Image transforms are essential for nearly every computer vision task. They are used for preprocessing (e.g., resizing images to a uniform size, normalizing pixel values) and, critically, for data augmentation (e.g., applying random rotations, crops, and color shifts to the training data). Data augmentation is a key technique for preventing overfitting and improving model robustness.

xTorch provides a massive library of image transforms, from basic operations to advanced, state-of-the-art augmentation techniques.

All image transforms are located under the xt::transforms::image namespace and their headers can be found in the <xtorch/transforms/image/> directory.

General Usage

The most common way to use image transforms is to chain them together into a pipeline using xt::transforms::Compose. This pipeline is then passed to your Dataset during construction, which will apply the transformations to each image as it is loaded.

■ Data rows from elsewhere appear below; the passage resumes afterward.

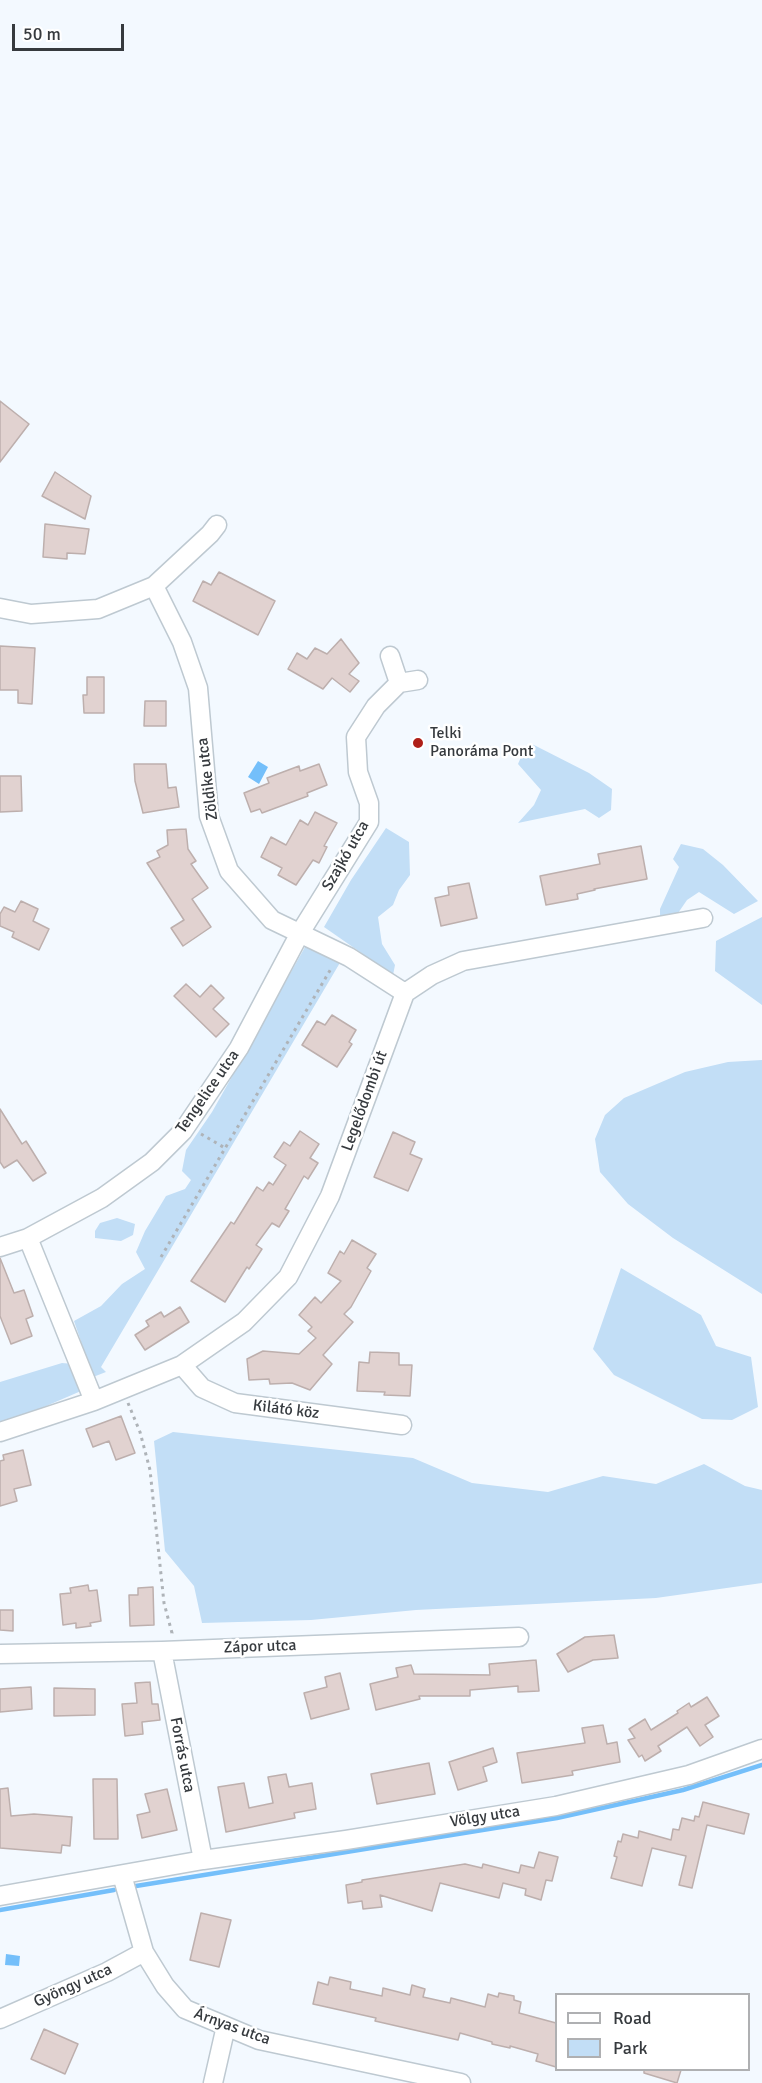 <!DOCTYPE html>
<html>
<head>
<meta charset="utf-8">
<style>
  body { margin:0 }
  #map { position:relative; width:762px; height:2083px; overflow:hidden; background:#f3f9ff; font-family:Signika,sans-serif }
  canvas { display:block }
  .legend { position:absolute; left:555px; top:1993px; width:195px; height:78px; box-sizing:border-box; background:#fff; border:2px solid #afb0b2; margin:0; padding:8px 10px; list-style:none; font-size:18px; color:#363a3e }
  .legend li { display:flex; align-items:center; gap:12px; height:30px }
  .legend b { width:30px; border:2px solid #afb0b2 }
  .scale { position:absolute; left:12px; top:24px; width:112px; height:27px; box-sizing:border-box; border:3px solid #363a3e; border-top:0; padding-left:8px; font-size:18px; line-height:21px; white-space:nowrap; color:#363a3e; -webkit-text-stroke:4px #fff; paint-order:stroke }
</style>
</head>
<body>
<div id="map">
<canvas width="762" height="2083"></canvas>
<ul class="legend">
<li><b style="height:8px;background:#fff"></b>Road</li>
<li><b style="height:16px;background:#c2def6"></b>Park</li>
</ul>
<div class="scale">50 m</div>
</div>
<script>
const ctx = document.querySelector('canvas').getContext('2d');
ctx.lineJoin = 'round';
function fillPath(path, color) { ctx.fillStyle = color; ctx.fill(path, 'evenodd'); }
const poly = rows => new Path2D(rows.map(r => 'M' + r).join(''));
function trace(path, color, width, dash) { ctx.strokeStyle = color; ctx.lineWidth = width; ctx.lineCap = dash ? 'butt' : 'round'; ctx.setLineDash(dash || []); ctx.stroke(path); }
function write(font, color, halo, rows, align = 'center') {
  ctx.font = font + ' Signika,sans-serif'; ctx.lineWidth = 5; ctx.setLineDash([]); ctx.textBaseline = 'middle'; ctx.strokeStyle = halo; ctx.fillStyle = color; for (const [text, x, y, turn = 0] of rows) {
    ctx.save(); ctx.translate(x, y); ctx.rotate((+turn || 0) * Math.PI / 180); ctx.textAlign = isNaN(turn) ? turn : align; if (halo) ctx.strokeText(text, 0, 0); ctx.fillText(text, 0, 0); ctx.restore();
  }
}
const green = poly([
  [532,744,589,773,612,789,611,810,599,818,585,809,518,823,534,805,541,790,518,764,524,750],
  [386,828,409,842,410,875,399,890,393,905,378,917,382,944,395,965,393,975,324,927,351,880],
  [681,844,703,849,723,865,758,901,734,914,699,892,687,900,676,916,660,921,660,909,679,867,673,859],
  [762,917,762,1005,715,971,716,941],
  [309,940,341,961,101,1367,106,1372,93,1377,74,1321,101,1306,122,1284,145,1269,136,1252,145,1231,166,1196,185,1189,191,1180,182,1171,186,1150,212,1112],
  [762,1060,762,1294,673,1238,628,1204,600,1172,595,1139,605,1115,624,1098,685,1072,728,1062],
  [117,1218,135,1224,133,1235,121,1241,95,1238,95,1231,100,1223],
  [621,1268,701,1315,716,1346,751,1357,758,1407,732,1420,702,1419,614,1375,593,1349],
  [62,1363,74,1364,81,1391,30,1413,0,1422,0,1382],
  [173,1432,413,1458,472,1483,548,1492,603,1476,656,1484,704,1464,745,1486,762,1490,762,1583,656,1598,416,1610,311,1620,202,1623,194,1586,165,1551,154,1441]
]);
const water = poly([
  [258,761,268,767,259,784,248,777],
  [6,1954,20,1956,19,1966,5,1965]
]);
const stream = poly([
  [136,1886,557,1818,683,1790,762,1765],
  [0,1910,114,1890]
]);
const building = poly([
  [0,401,29,424,0,462,0,401],
  [55,472,91,496,85,519,42,496,55,472],
  [45,524,89,529,85,554,67,553,67,559,43,557,45,524],
  [219,572,275,601,258,635,193,601,203,581,211,585,219,572],
  [341,639,359,663,349,674,359,681,350,692,332,678,323,689,288,669,297,653,307,659,315,648,327,654,341,639],
  [0,646,35,648,32,704,18,703,18,690,0,690,0,646],
  [87,677,104,677,104,713,84,713,83,695,87,695,87,677],
  [145,701,166,701,166,726,144,726,145,701],
  [134,764,166,764,168,788,176,787,179,807,143,813,135,781,134,764],
  [319,764,327,785,307,793,308,796,262,813,260,809,251,812,244,793,269,783,267,778,299,766,300,771,319,764],
  [0,776,21,776,22,811,0,812,0,776],
  [315,812,337,823,324,846,327,847,319,863,313,860,296,885,278,875,282,868,261,857,271,837,286,845,300,820,308,825,315,812],
  [186,829,188,849,196,861,191,864,208,888,192,899,211,927,183,946,171,928,184,920,147,863,160,857,157,851,168,845,167,830,186,829],
  [641,846,647,879,594,889,595,890,577,894,578,899,546,905,540,876,600,864,598,854,641,846],
  [469,883,477,918,441,926,435,898,449,895,448,887,469,883],
  [21,901,38,909,33,921,49,929,39,950,12,937,14,932,0,926,0,914,4,907,15,912,21,901],
  [186,984,200,997,211,985,224,998,213,1009,229,1024,216,1037,174,996,186,984],
  [332,1015,356,1030,349,1042,352,1044,337,1067,302,1045,317,1021,325,1025,332,1015],
  [0,1109,22,1144,26,1141,46,1173,33,1181,17,1160,4,1168,0,1162,0,1109],
  [300,1131,319,1144,310,1158,318,1163,308,1179,304,1176,292,1197,285,1209,289,1211,279,1227,272,1223,256,1245,262,1249,249,1269,247,1267,225,1302,191,1281,231,1222,234,1224,257,1187,263,1191,269,1182,273,1185,286,1165,274,1157,284,1142,290,1146,300,1131],
  [393,1132,415,1142,410,1154,422,1159,408,1191,374,1177,393,1132],
  [352,1240,376,1254,367,1268,371,1271,351,1307,344,1314,353,1322,323,1355,332,1364,310,1390,292,1383,270,1384,269,1379,249,1380,247,1359,263,1351,299,1354,316,1338,308,1331,312,1327,299,1315,315,1297,321,1303,341,1281,328,1273,340,1251,344,1254,352,1240],
  [0,1258,14,1293,24,1290,33,1316,26,1319,32,1336,11,1344,0,1316,0,1258],
  [180,1307,189,1322,145,1350,135,1335,149,1326,146,1321,161,1312,164,1317,180,1307],
  [370,1352,399,1353,399,1365,412,1365,410,1396,384,1395,385,1392,357,1391,359,1362,369,1363,370,1352],
  [121,1416,135,1453,116,1460,109,1441,93,1447,86,1429,121,1416],
  [23,1450,31,1485,14,1489,17,1501,0,1506,0,1461,4,1460,3,1455,23,1450],
  [88,1585,89,1591,97,1590,101,1621,90,1623,91,1626,76,1628,76,1623,63,1625,60,1594,71,1593,70,1588,88,1585],
  [153,1587,154,1625,130,1626,129,1595,138,1595,138,1588,153,1587],
  [0,1610,13,1610,13,1631,0,1630,0,1610],
  [614,1635,618,1658,593,1660,568,1672,557,1654,585,1637,614,1635],
  [536,1660,539,1691,518,1692,518,1686,470,1690,470,1696,419,1696,420,1699,376,1710,370,1684,398,1677,396,1668,411,1665,414,1674,490,1675,489,1664,536,1660],
  [340,1673,349,1709,311,1719,304,1693,327,1687,325,1677,340,1673],
  [150,1682,152,1704,158,1704,160,1720,142,1722,143,1734,125,1736,122,1704,137,1703,135,1683,150,1682],
  [31,1687,32,1709,0,1712,0,1689,31,1687],
  [54,1688,95,1689,95,1715,54,1716,54,1688],
  [707,1697,719,1716,705,1725,713,1737,700,1746,687,1727,658,1746,661,1751,645,1761,642,1755,639,1757,628,1740,635,1738,629,1729,645,1719,651,1730,678,1713,677,1711,689,1703,691,1707,707,1697],
  [603,1725,607,1744,617,1742,620,1762,572,1771,573,1775,522,1783,517,1753,585,1743,582,1728,603,1725],
  [493,1748,497,1762,483,1767,487,1781,458,1790,449,1762,493,1748],
  [429,1763,435,1794,377,1804,371,1774,429,1763],
  [286,1774,289,1787,312,1783,316,1809,294,1813,295,1818,226,1832,218,1787,244,1783,249,1808,273,1803,268,1777,286,1774],
  [93,1779,117,1779,118,1839,94,1839,93,1779],
  [8,1788,11,1816,34,1814,72,1817,70,1846,62,1845,61,1853,0,1848,0,1789,8,1788],
  [167,1789,177,1830,142,1838,137,1815,150,1812,145,1794,167,1789],
  [703,1802,749,1814,744,1834,707,1825,692,1888,679,1885,686,1856,652,1848,642,1886,611,1878,617,1857,614,1856,618,1841,621,1842,623,1834,638,1838,639,1831,671,1840,673,1829,679,1830,682,1818,694,1821,695,1816,699,1817,703,1802],
  [539,1852,558,1857,552,1881,546,1880,541,1900,525,1895,526,1889,503,1883,499,1898,440,1883,432,1911,380,1895,382,1907,363,1909,362,1901,348,1903,346,1885,362,1882,362,1880,465,1864,482,1868,483,1864,519,1873,521,1865,534,1868,539,1852],
  [201,1913,231,1920,219,1967,190,1960,201,1913],
  [330,1977,351,1982,350,1989,382,1996,383,1988,410,1995,412,1985,425,1989,423,1997,450,2003,451,1998,485,2007,488,1994,498,1997,499,1993,514,1996,514,2000,521,2002,519,2013,556,2023,556,2067,536,2061,538,2054,510,2046,510,2048,492,2044,492,2042,460,2033,458,2040,375,2021,376,2018,313,2004,318,1982,328,1985,330,1977],
  [44,2029,78,2044,65,2074,31,2059,44,2029],
  [644,2070,681,2070,677,2083,644,2073,644,2070]
]);
const path = poly([
  [201,1134,225,1148],
  [161,1257,332,967],
  [128,1403,140,1432,150,1470,164,1603,172,1633,170,1636]
]);
const minor = poly([
  [154,586,182,642,198,688,209,816,229,871,272,920,349,957,405,993],
  [0,608,31,614,98,609,154,586,210,534,217,525],
  [390,656,399,683],
  [28,1238,94,1401],
  [0,1247,28,1238,102,1198,152,1162,183,1131,239,1048,300,933,369,822,369,803,358,772,356,737,376,706,399,683,418,680],
  [182,1365,202,1388,235,1403,402,1425],
  [0,1432,94,1401,182,1365,244,1322,288,1277,330,1196,405,993,432,975,463,961,703,918],
  [162,1651,203,1860],
  [0,1654,162,1651,519,1637],
  [122,1875,144,1952,165,1986,185,2009,259,2040,461,2083],
  [0,1896,203,1860,346,1840,556,1806,689,1775,762,1749],
  [0,2019,107,1972,144,1952],
  [213,2083,226,2026]
]);
const markers = [
  [418,743,6,"#af1f18"]
];
const poiNames = [
  ["Telki",430,734],
  ["Panoráma Pont",430,752]
];
const streetNames = [
  ["Zöldike utca",208,779,-97],
  ["Szajkó utca",346,856,-60],
  ["Tengelice utca",208,1092,-55],
  ["Legelődombi út",365,1101,-70],
  ["Kilátó köz",286,1410,7],
  ["Zápor utca",260,1647,-2],
  ["Forrás utca",182,1755,79],
  ["Völgy utca",485,1817,-9],
  ["Gyöngy utca",73,1986,-24],
  ["Árnyas utca",232,2027,20]
];
fillPath(green, '#c2def6');
fillPath(water, '#74bffa');
trace(stream, '#74bffa', 4.5);
fillPath(building, '#e1d2d0');
trace(building, '#bdafad', 1.5);
trace(minor, '#bec9d1', 21);
trace(path, '#aeb3b8', 3, [3, 4.5]);
trace(minor, '#fff', 18);
for (const [x, y, r, color] of markers) { const dot = new Path2D(); dot.arc(x, y, r, 0, 2 * Math.PI); ctx.fillStyle = color; ctx.fill(dot); trace(dot, '#fff', 2); }
write('16px', '#363a3e', '#fff', poiNames, 'left');
write('16px', '#363a3e', '#fff', streetNames);
</script>
</body>
</html>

#include <xtorch/xtorch.h>
#include <iostream>
 
int main() {
    // This is a standard data augmentation pipeline for training on ImageNet
    auto training_transforms = std::make_unique<xt::transforms::Compose>(
        // Resize the smaller edge to 256, maintaining aspect ratio
        std::make_shared<xt::transforms::image::Resize>(256),
        // Randomly crop a 224x224 patch
        std::make_shared<xt::transforms::image::RandomCrop>(std::vector<int64_t>{224, 224}),
        // Randomly flip the image horizontally with a 50% probability
        std::make_shared<xt::transforms::image::RandomHorizontalFlip>(/*p=*/0.5),
        // Apply some color jitter
        std::make_shared<xt::transforms::image::ColorJitter>(),
        // Normalize the image using ImageNet mean and stddev
        std::make_shared<xt::transforms::general::Normalize>(
            std::vector<float>{0.485, 0.456, 0.406},
            std::vector<float>{0.229, 0.224, 0.225}
        )
    );
 
    // This pipeline would be passed to a dataset
    // auto dataset = xt::datasets::ImageFolderDataset("./data", std::move(training_transforms));
}

!!! info "Constructor Options" Nearly all transforms are configurable through their constructors. This includes parameters like sizes, probabilities (p), rotation degrees, and more. Always refer to the specific header file in <xtorch/transforms/image/> for a full list of available settings.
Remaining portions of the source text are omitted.